Apple and Google have very carefully shifted the grounds away from considerations of message security and integrity, messaging flexibility, and privacy to - ooh shiny! Angry Birds! But I suspect that eventually people will realise that it's panem et circenses to keep the mass buyers happy. A phone is always a compromise as a media device, which is why screen sizes keep creeping up, and a media device is always a compromise as a phone (too big, battery life too short).
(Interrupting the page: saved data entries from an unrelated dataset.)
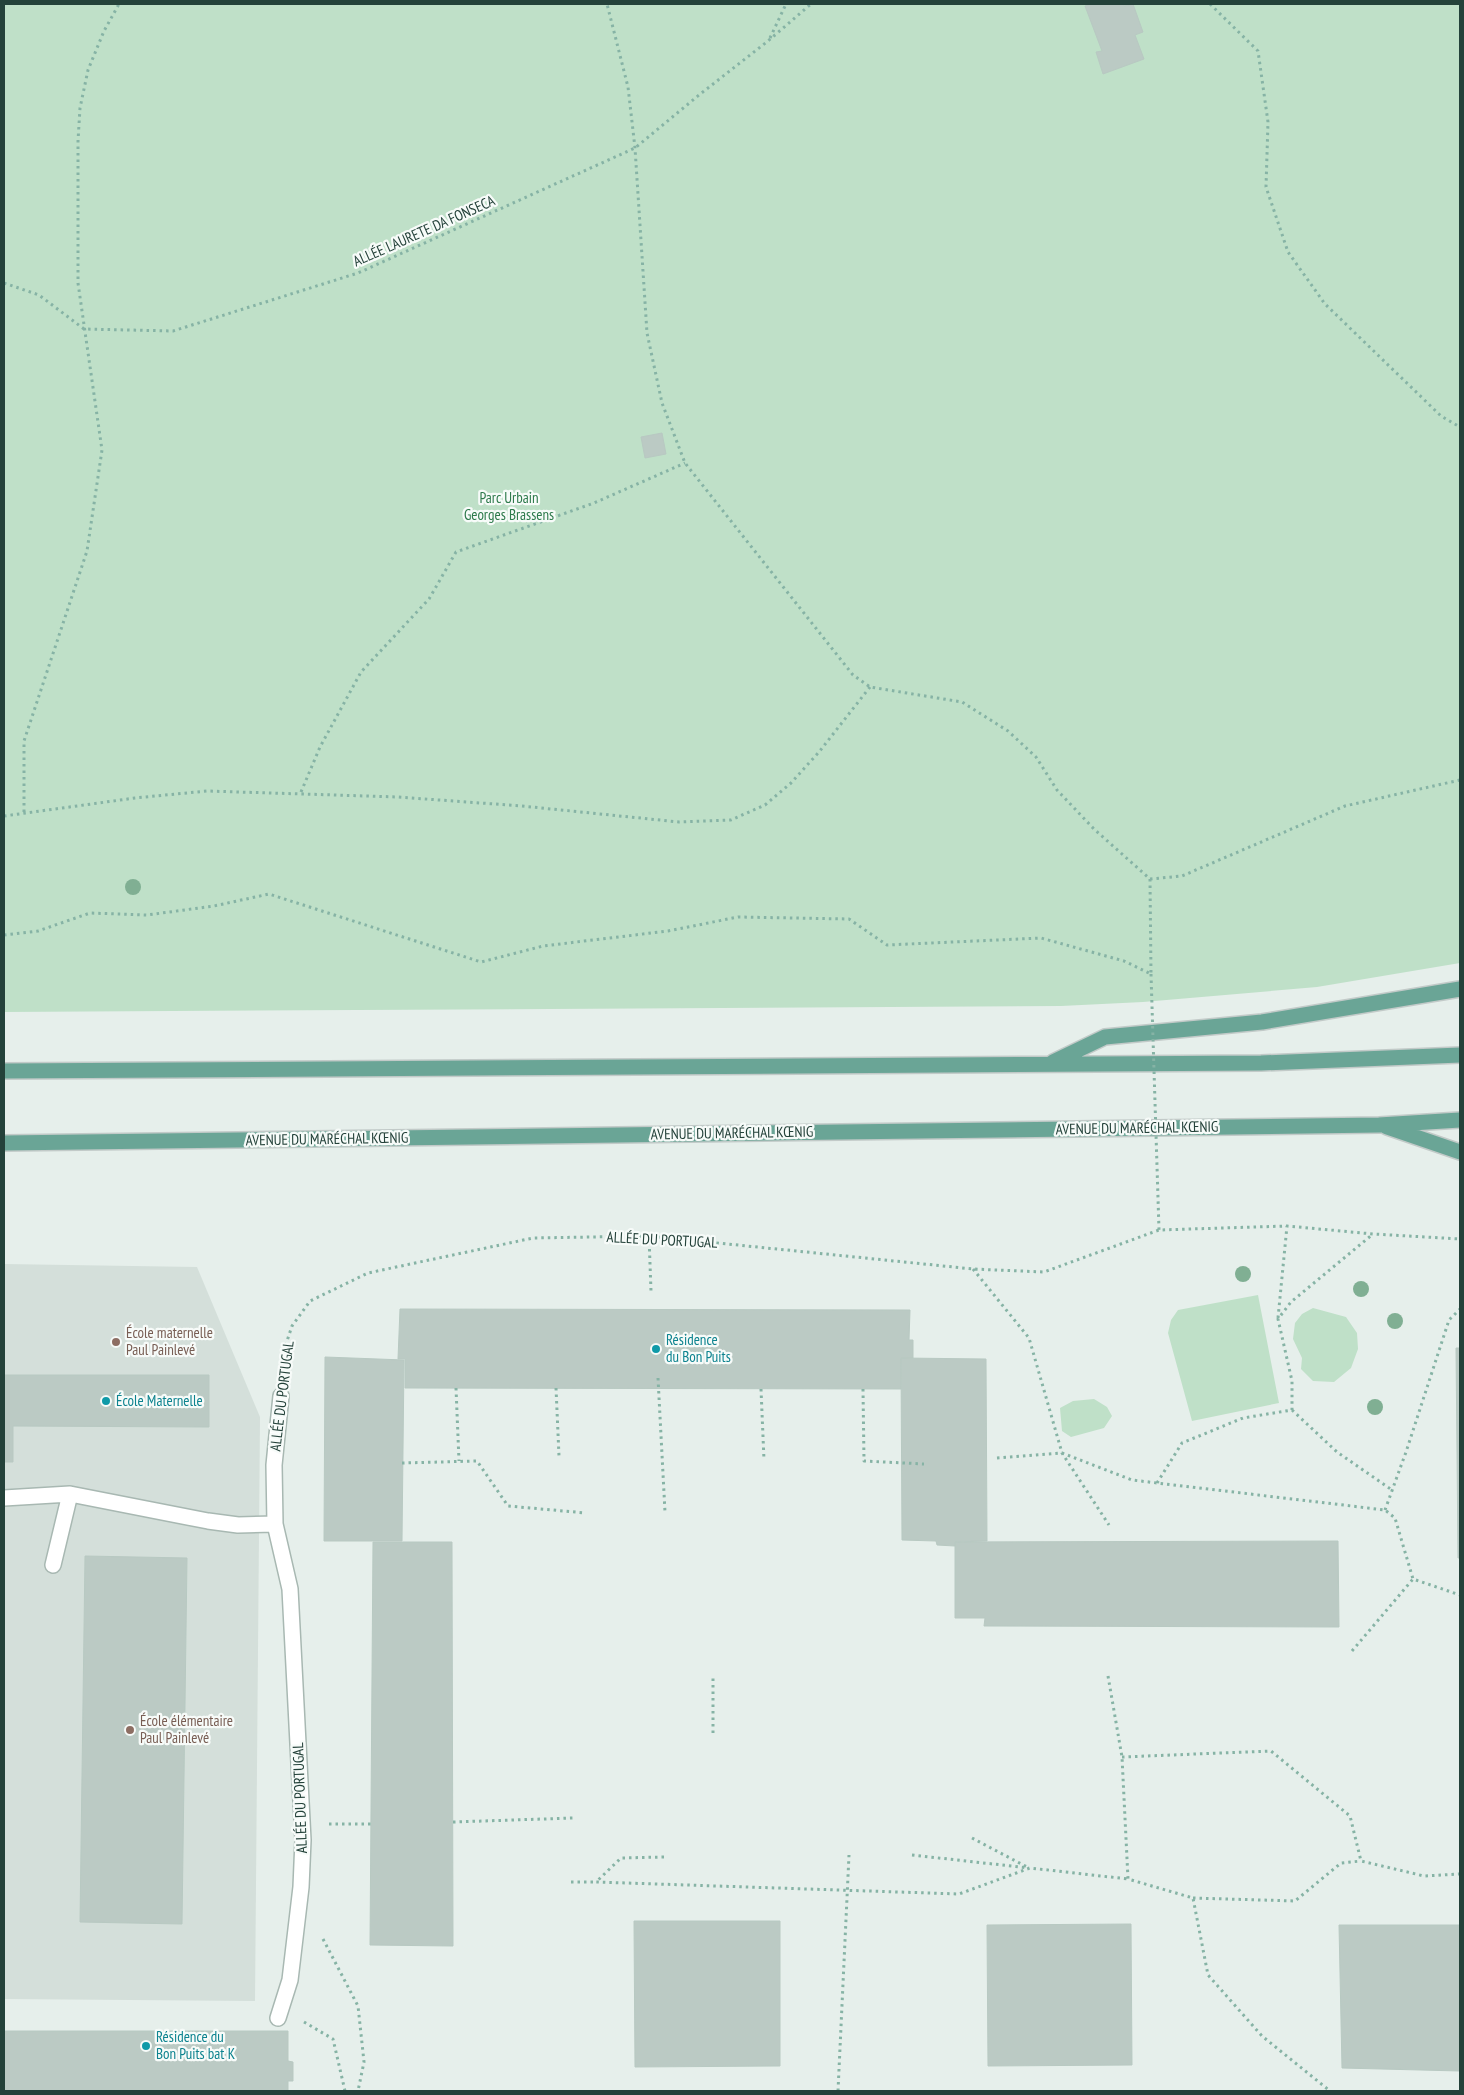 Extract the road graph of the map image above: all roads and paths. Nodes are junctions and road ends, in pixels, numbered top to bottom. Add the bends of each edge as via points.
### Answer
1 (119, 4) edge
2 (608, 4) edge
3 (786, 4) edge
4 (811, 4) edge
5 (1210, 4) edge
6 (768, 41) junction
7 (635, 148) junction
8 (4, 283) edge
9 (84, 329) junction
10 (1460, 427) edge
11 (685, 463) junction
12 (870, 687) junction
13 (1460, 780) edge
14 (302, 792) junction
15 (24, 812) junction
16 (4, 816) edge
17 (1150, 879) junction
18 (4, 935) edge
19 (1152, 974) junction
20 (1460, 989) edge
21 (1460, 1055) edge
22 (1049, 1064) junction
23 (4, 1071) edge
24 (1460, 1120) edge
25 (1379, 1125) junction
26 (4, 1143) edge
27 (1460, 1152) edge
28 (1286, 1226) junction
29 (1159, 1230) junction
30 (1373, 1234) junction
31 (649, 1236) junction
32 (1460, 1239) edge
33 (973, 1269) junction
34 (651, 1291) dead end
35 (1460, 1309) edge
36 (1278, 1319) junction
37 (658, 1378) dead end
38 (456, 1388) dead end
39 (556, 1388) dead end
40 (761, 1389) dead end
41 (863, 1389) dead end
42 (281, 1396) joint
43 (1292, 1410) junction
44 (1062, 1453) junction
45 (559, 1456) dead end
46 (997, 1458) dead end
47 (764, 1460) dead end
48 (459, 1461) junction
49 (402, 1463) dead end
50 (924, 1464) dead end
51 (1157, 1483) junction
52 (1392, 1490) junction
53 (70, 1494) junction
54 (4, 1498) edge
55 (1385, 1510) junction
56 (665, 1512) dead end
57 (586, 1513) dead end
58 (275, 1524) junction
59 (1109, 1525) dead end
60 (54, 1565) dead end
61 (1413, 1579) junction
62 (1460, 1595) edge
63 (1352, 1651) dead end
64 (713, 1676) dead end
65 (1108, 1676) dead end
66 (713, 1733) dead end
67 (1122, 1756) junction
68 (573, 1818) dead end
69 (452, 1822) dead end
70 (302, 1823) junction
71 (371, 1824) dead end
72 (972, 1838) dead end
73 (912, 1854) dead end
74 (849, 1855) dead end
75 (664, 1857) dead end
76 (1361, 1861) junction
77 (1030, 1868) junction
78 (1460, 1874) edge
79 (1128, 1879) junction
80 (571, 1882) dead end
81 (597, 1882) junction
82 (848, 1889) junction
83 (1193, 1898) junction
84 (321, 1935) dead end
85 (278, 2018) dead end
86 (297, 2018) dead end
87 (345, 2091) edge
88 (358, 2091) edge
89 (838, 2091) edge
90 (1330, 2091) edge

1 - 9 path via 88,70 80,108 78,283
2 - 7 path via 628,88
3 - 6 path
4 - 6 path, ALLÉE LAURETE DA FONSECA
5 - 10 path via 1258,51 1268,122 1266,187 1288,252 1325,304 1441,416
6 - 7 path, ALLÉE LAURETE DA FONSECA
7 - 9 path, ALLÉE LAURETE DA FONSECA via 358,274 173,331
7 - 11 path via 647,333 662,403
8 - 9 path via 39,294
9 - 15 path via 102,450 86,550 24,741
11 - 12 path via 853,675
11 - 14 path via 594,504 456,552 429,599 361,672 320,748
12 - 14 path via 791,783 765,805 731,820 679,822 512,806
12 - 17 path via 962,702 1008,731 1036,757 1057,790 1094,829
13 - 17 path via 1345,806 1182,876
14 - 15 path via 207,791
15 - 16 path
17 - 19 path
18 - 19 path via 38,931 90,913 147,916 270,894 481,962 543,946 668,931 748,917 848,919 887,945 1041,938 1124,961
19 - 29 path, bridge
20 - 22 main road via 1262,1022 1105,1038
21 - 22 main road via 1261,1063
22 - 23 main road
24 - 25 main road, AVENUE DU MARÉCHAL KŒNIG
25 - 26 main road, AVENUE DU MARÉCHAL KŒNIG
25 - 27 main road
28 - 29 path, ALLÉE DU PORTUGAL
28 - 30 path, ALLÉE DU PORTUGAL
28 - 36 path
29 - 33 path, ALLÉE DU PORTUGAL via 1044,1272
30 - 32 path, ALLÉE DU PORTUGAL
30 - 36 path via 1291,1302
31 - 33 path, ALLÉE DU PORTUGAL
31 - 34 path
31 - 42 path, ALLÉE DU PORTUGAL via 533,1238 368,1272 310,1301 292,1326 284,1350
33 - 44 path via 1029,1338
35 - 52 path via 1449,1320
36 - 43 path via 1292,1380
37 - 56 path
38 - 48 path
39 - 45 path
40 - 47 path
41 - 50 path via 864,1461
42 - 58 lane, ALLÉE DU PORTUGAL via 274,1465
43 - 51 path via 1244,1418 1182,1443
43 - 52 path via 1336,1452
44 - 46 path
44 - 51 path via 1132,1480
44 - 59 path
48 - 49 path
48 - 57 path via 477,1461 508,1506
51 - 55 path
52 - 55 path
53 - 54 lane
53 - 58 lane via 208,1521 238,1525
53 - 60 lane
55 - 61 path via 1395,1518
58 - 70 lane, ALLÉE DU PORTUGAL via 290,1589
61 - 62 path
61 - 63 path
64 - 66 path
65 - 67 path
67 - 76 path via 1271,1751 1350,1816
67 - 79 path
68 - 69 path
70 - 71 path
70 - 85 lane, ALLÉE DU PORTUGAL via 301,1887 290,1980
72 - 77 path
73 - 77 path
74 - 82 path
75 - 81 path via 621,1858
76 - 78 path via 1424,1876
76 - 83 path via 1341,1863 1295,1901
77 - 79 path
77 - 82 path via 959,1894
79 - 83 path
80 - 81 path
81 - 82 path
82 - 89 path
83 - 90 path via 1208,1975 1262,2036
84 - 88 path via 358,2006 364,2062
86 - 87 path via 333,2039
From scarped cliff or quarried stone she cries "A thousand types are gone, I care for nothing, no not one."
What makes one a legitimate business person?
Is that a euphemism for prostitutes and drug dealers?
If you have to write 50 emails a day from a mobile device, you have made a serious vocational error.
That's why Windows Phones don't look like iPhones, and it's why Microsoft is losing in mobile.
And here we thought it was because the inertia of the poor history of Microsoft phones in general.
Shai Schticks:"You don't make peace with friends, you make peace with enemies"
Unsecured email access is how massively expensive leaks and intrusions occur. They tend to be a LOT less likely with remote wipe capability, built in device memory / storage encryption, and effectively (for all meaningful purposes) uncrackable transport security.
HTTPS is fine, as long as you are super confident in all of those trusted root authorities, or if youre not using a self-signed cert. Both of those are remarkably unsafe assumptions.